Li Jianqiao, Dai Xuesong, Li Peng
Faculty of Engineering, Monash University, Melbourne, Australian.
Automation College, Wuxi University, Wuxi, China.
PLoS One. 2025 Aug 13;20(8):e0329065. doi: 10.1371/journal.pone.0329065. eCollection 2025.
This paper enhances prostate brachytherapy robot accuracy by developing a needle deflection prediction model and a controlled puncturing strategy, addressing current challenges and trends. The study addresses the challenges in needle deflection prediction by proposing a correction force-based prediction model. The puncture control strategy comprises two phases: preoperative needle trajectory planning and intraoperative approach adjustment, both relying on corrective force. During operative adjustment, a model predicting and counteracting needle tip deflection ensures accurate corrective force application. An adaptive PID controller, utilizing Reinforcement Learning (RL), regulates corrective force for precise puncture accuracy. A dedicated experimental platform was constructed to validate the puncture control strategy for prostate seed implantation. The seed implantation's average error was 1.96 mm, with a standard error of 0.56 mm. Experiments show that correction force in the strategy significantly reduces tip deflection, enhancing seed implantation precision.
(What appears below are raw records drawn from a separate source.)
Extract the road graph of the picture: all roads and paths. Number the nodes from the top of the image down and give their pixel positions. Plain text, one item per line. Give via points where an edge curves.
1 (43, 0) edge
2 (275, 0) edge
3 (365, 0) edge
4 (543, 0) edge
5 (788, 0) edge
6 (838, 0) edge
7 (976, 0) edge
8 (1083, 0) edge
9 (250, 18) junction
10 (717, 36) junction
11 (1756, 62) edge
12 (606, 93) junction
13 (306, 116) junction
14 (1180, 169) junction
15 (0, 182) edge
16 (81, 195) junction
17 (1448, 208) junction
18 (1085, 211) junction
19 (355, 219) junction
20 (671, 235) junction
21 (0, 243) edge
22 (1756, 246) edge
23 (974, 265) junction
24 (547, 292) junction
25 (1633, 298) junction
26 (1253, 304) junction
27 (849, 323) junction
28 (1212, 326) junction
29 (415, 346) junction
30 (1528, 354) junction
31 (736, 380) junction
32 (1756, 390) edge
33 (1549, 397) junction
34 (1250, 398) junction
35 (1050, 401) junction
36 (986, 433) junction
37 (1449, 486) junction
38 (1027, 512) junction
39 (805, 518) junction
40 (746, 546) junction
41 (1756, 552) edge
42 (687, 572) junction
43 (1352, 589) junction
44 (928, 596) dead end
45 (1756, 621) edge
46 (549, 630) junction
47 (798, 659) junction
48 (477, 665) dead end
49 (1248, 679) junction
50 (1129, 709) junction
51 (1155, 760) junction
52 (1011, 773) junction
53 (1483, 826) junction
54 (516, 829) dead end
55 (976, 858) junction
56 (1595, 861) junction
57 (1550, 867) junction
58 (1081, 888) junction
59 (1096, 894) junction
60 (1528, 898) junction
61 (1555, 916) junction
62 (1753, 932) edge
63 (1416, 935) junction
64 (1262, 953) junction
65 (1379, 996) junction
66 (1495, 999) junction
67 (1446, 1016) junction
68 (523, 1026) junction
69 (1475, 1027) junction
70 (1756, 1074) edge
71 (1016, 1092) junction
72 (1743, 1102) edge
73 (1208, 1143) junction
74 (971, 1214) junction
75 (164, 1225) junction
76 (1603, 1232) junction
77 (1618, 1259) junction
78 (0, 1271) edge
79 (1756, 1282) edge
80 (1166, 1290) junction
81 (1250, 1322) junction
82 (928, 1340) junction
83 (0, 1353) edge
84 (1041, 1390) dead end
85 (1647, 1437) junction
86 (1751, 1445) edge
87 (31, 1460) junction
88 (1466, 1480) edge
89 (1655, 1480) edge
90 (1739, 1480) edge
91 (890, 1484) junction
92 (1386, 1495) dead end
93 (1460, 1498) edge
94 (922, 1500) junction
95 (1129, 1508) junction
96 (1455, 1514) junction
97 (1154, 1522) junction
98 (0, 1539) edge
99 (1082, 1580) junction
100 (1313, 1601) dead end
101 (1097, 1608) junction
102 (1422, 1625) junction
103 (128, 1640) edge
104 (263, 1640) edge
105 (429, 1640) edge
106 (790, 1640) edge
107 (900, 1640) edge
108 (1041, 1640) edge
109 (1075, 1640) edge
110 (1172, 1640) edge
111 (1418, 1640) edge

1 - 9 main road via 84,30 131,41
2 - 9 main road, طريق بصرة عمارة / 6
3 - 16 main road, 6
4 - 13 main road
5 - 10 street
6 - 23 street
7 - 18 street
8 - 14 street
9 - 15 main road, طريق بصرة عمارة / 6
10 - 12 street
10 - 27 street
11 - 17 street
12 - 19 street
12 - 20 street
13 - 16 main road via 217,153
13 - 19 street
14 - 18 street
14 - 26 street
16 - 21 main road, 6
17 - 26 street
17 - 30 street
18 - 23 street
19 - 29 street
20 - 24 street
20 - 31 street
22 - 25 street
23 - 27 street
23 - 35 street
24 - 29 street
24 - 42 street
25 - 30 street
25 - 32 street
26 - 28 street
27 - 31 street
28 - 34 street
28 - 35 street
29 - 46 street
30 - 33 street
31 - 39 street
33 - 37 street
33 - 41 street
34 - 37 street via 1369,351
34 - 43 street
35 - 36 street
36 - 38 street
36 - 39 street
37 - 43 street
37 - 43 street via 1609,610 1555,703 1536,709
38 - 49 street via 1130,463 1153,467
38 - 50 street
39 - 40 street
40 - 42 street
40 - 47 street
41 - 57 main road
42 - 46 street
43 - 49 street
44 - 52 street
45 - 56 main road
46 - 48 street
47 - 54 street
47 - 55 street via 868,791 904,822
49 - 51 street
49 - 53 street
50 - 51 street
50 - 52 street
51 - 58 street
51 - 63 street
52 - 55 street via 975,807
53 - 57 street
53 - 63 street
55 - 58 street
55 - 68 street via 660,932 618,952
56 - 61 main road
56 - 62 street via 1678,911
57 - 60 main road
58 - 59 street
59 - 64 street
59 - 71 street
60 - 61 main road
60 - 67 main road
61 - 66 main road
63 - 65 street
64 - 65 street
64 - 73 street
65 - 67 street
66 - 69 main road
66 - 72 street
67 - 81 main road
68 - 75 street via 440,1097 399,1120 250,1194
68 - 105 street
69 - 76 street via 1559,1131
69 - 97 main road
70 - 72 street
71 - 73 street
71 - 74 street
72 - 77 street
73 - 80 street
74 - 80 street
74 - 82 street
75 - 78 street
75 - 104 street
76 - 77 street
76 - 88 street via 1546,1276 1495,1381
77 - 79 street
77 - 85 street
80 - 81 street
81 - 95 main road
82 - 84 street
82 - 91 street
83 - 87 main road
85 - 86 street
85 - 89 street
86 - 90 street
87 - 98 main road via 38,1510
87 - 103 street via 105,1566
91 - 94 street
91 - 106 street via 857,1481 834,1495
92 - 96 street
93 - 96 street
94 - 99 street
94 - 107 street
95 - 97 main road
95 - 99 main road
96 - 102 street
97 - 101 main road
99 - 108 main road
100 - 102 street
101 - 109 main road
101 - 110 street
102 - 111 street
本文通过开发针偏转预测模型和可控穿刺策略,应对当前的挑战和趋势,提高了前列腺近距离治疗机器人的准确性。该研究通过提出基于校正力的预测模型来应对针偏转预测中的挑战。穿刺控制策略包括两个阶段:术前针轨迹规划和术中进针调整,两者均依赖于校正力。在手术调整期间,一个预测并抵消针尖偏转的模型可确保准确施加校正力。一个利用强化学习(RL)的自适应PID控制器调节校正力,以实现精确的穿刺精度。构建了一个专用实验平台来验证前列腺籽源植入的穿刺控制策略。籽源植入的平均误差为1.96毫米,标准误差为0.56毫米。实验表明,该策略中的校正力显著降低了针尖偏转,提高了籽源植入精度。